La Resolución del Consejo Universitario señala que la distinción se realiza «por su destacada trayectoria profesional, méritos académicos y publicaciones que contribuyen en la formación profesional del abogado».

«El Dr. JOSE MARIA ASENCIO GALLEGO ostenta el título de Licenciado en Derecho, también Máster en Derechos Fundamentales: Especialidad en su protección jurisdiccional interna e internacional, y el grado de Doctor en Derecho con premio extraordinario de doctorado; del mismo modo viene desempeñándose como Profesor asociado del Departamento de Derecho Penal de la Universidad de Barcelona, del departamento de Derecho y Ciencia Política de la Universidad Abat Oliba CEU de Barcelona; como Profesor Colaborador del Departamento de Derecho Procesal de la Universidad Autónoma de Barcelona, del Instituto de Seguridad Pública de Cataluña, y del Magister Lucentinus de la Universidad de Alicante; asimismo, comoexperiencia profesional ha desempeñado diversos cargos de relevancia en la carrera judicial y como consultoría internacional; igualmente es autor de diversas publicaciones como libros y artículos de revista jurídicas, entre otros logros».

José María Asencio, juez y Doctor Honoris Causa por la Universidad de Perú

Discurso de José María Asencio en Perú

DISCURSO DE INVESTIDURA COMO DOCTOR HONORIS CAUSA DEL PROF. DR. JOSÉ MARÍA ASENCIO GALLEGO

UNIVERSIDAD NACIONAL HERMILIO VALDIZÁN DEL PERÚ

La libertad de expresión como fundamento del sistema democrático

     Excelentísimo y Magnífico Señor Rector de la Universidad Nacional Hermilio Valdizán, Ilustrísimos Señores miembros del Claustro Universitario, autoridades, señoras y señores, respetados colegas.

     No puedo ocultar el sentimiento de alegría que experimenté al recibir la noticia de que esta universidad, su universidad y, a partir de hoy, también la mía, había decidido en su reunión del Consejo Universitario, de 6 de marzo de este año 2023, otorgarme la distinción de Doctor Honoris Causa.

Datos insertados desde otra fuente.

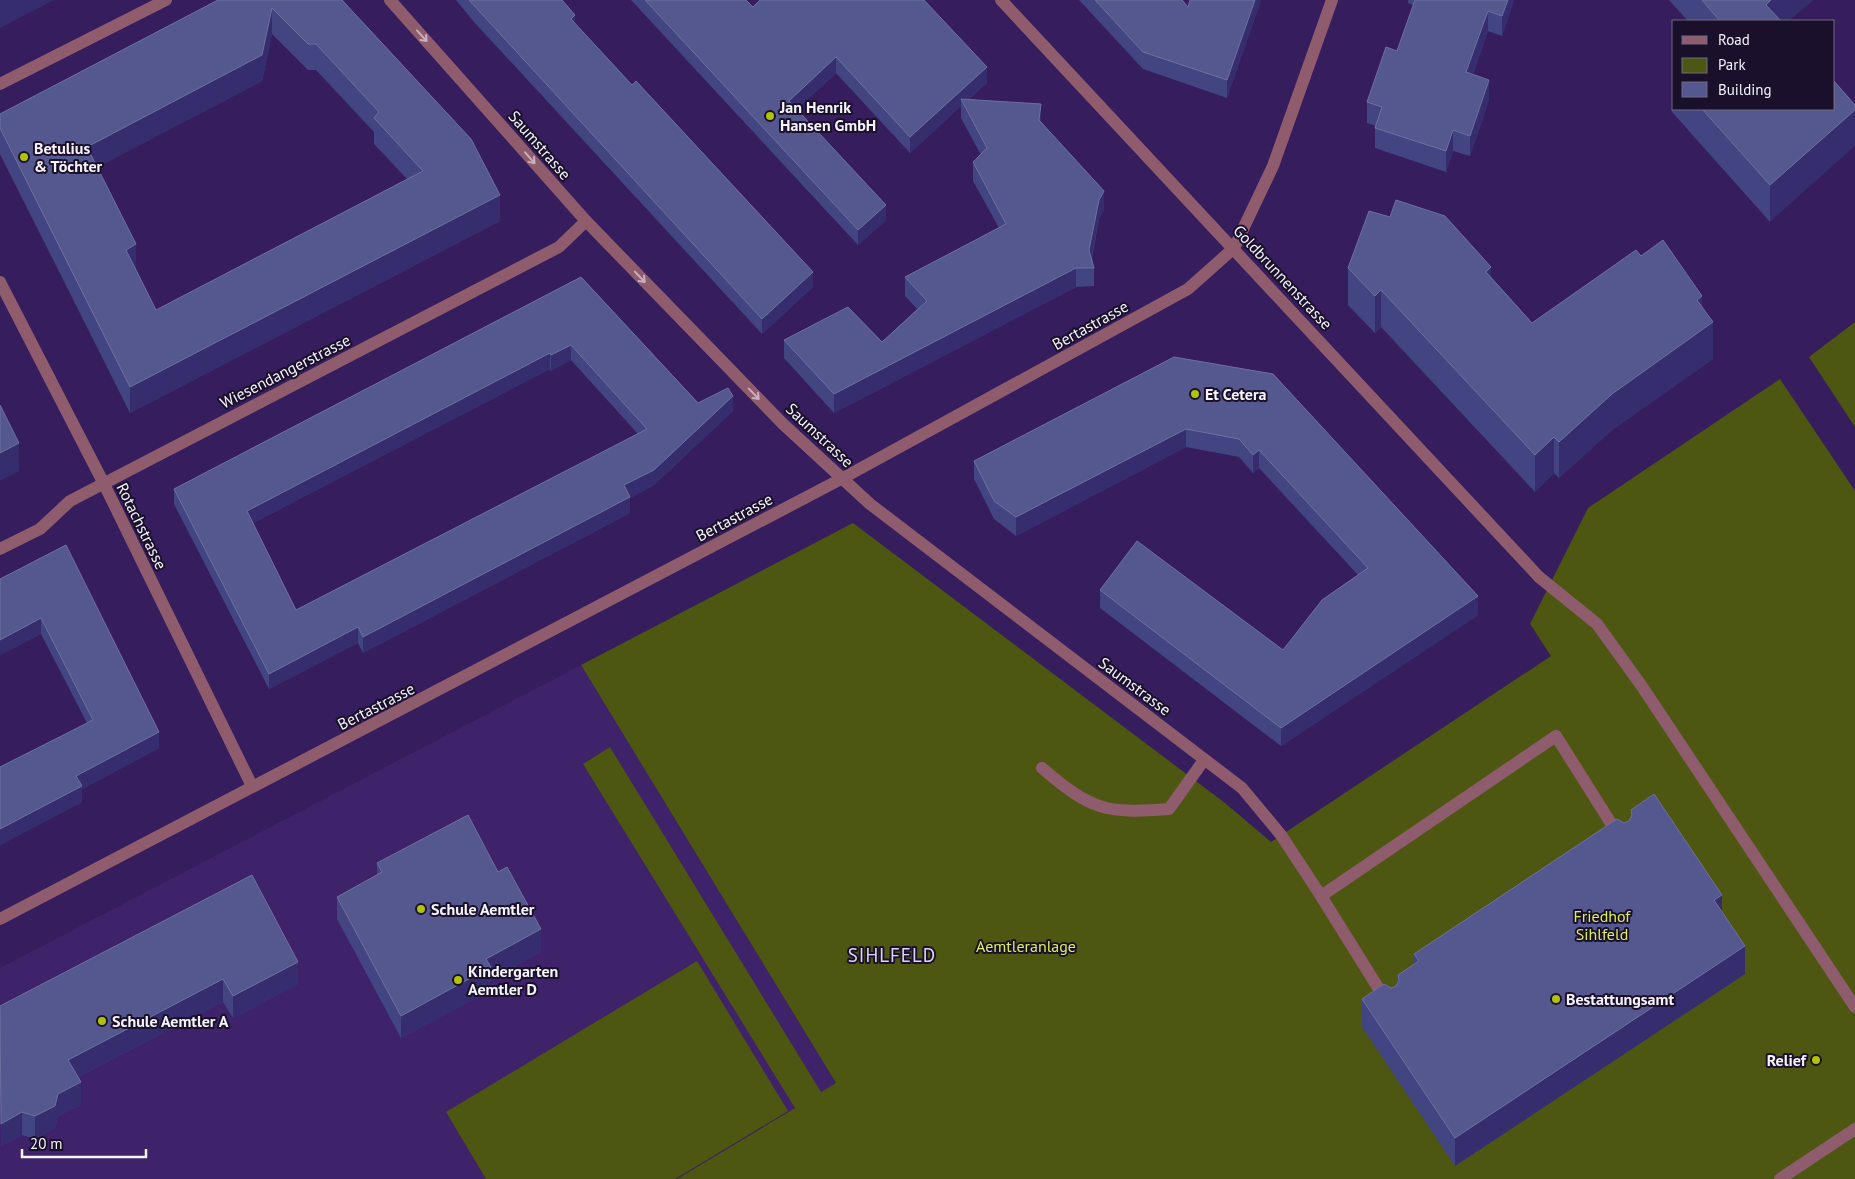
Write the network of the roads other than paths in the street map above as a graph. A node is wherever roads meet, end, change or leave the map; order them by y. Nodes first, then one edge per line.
1 (166, 0) edge
2 (390, 0) edge
3 (1001, 0) edge
4 (1332, 0) edge
5 (0, 84) edge
6 (586, 221) junction
7 (1234, 248) junction
8 (0, 282) edge
9 (843, 478) junction
10 (104, 484) junction
11 (0, 549) edge
12 (1204, 760) junction
13 (1042, 768) dead end
14 (252, 786) junction
15 (1624, 843) edge
16 (1321, 896) junction
17 (0, 919) edge
18 (1855, 1007) edge
19 (1391, 1008) edge
20 (1855, 1129) edge
21 (1780, 1179) edge

1 - 5 street
2 -> 6 street, Saumstrasse
3 - 7 street, Goldbrunnenstrasse
4 - 7 street, Bertastrasse
6 -> 9 street, Saumstrasse
6 - 10 street, Wiesendangerstrasse
7 - 9 street, Bertastrasse
7 - 18 street, Goldbrunnenstrasse
8 - 10 street, Rotachstrasse
9 - 12 street, Saumstrasse
9 - 14 street, Bertastrasse
10 - 11 street, Wiesendangerstrasse
10 - 14 street, Rotachstrasse
12 - 13 street
12 - 16 street, Saumstrasse
14 - 17 street, Bertastrasse
15 - 16 street
16 - 19 street, Saumstrasse
20 - 21 street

Y más aún hacerlo junto a mi padre, aquí presente, a quien siempre he considerado un referente, no sólo a nivel profesional, algo más sencillo de lograr, sino también y principalmente, desde una perspectiva humana.

     Fue él quien me enseñó la importancia de la universidad, su papel en la construcción de una sociedad mejor. Un lugar, me decía, para la formación en valores humanistas, para la aprehensión de principios que, lejos de servir únicamente para ser puestos a disposición de una idea determinada, sirven para formar ciudadanos libres y responsables, capaces de asumir derechos, pero también obligaciones, capaces de dirigir alabanzas, pero también críticas. Un conjunto de individuos con criterio propio, adquirido a través del estudio, de largas horas bajo la luz tenue de unas velas a medio consumir, de libro en mano y amanecer en el cielo.  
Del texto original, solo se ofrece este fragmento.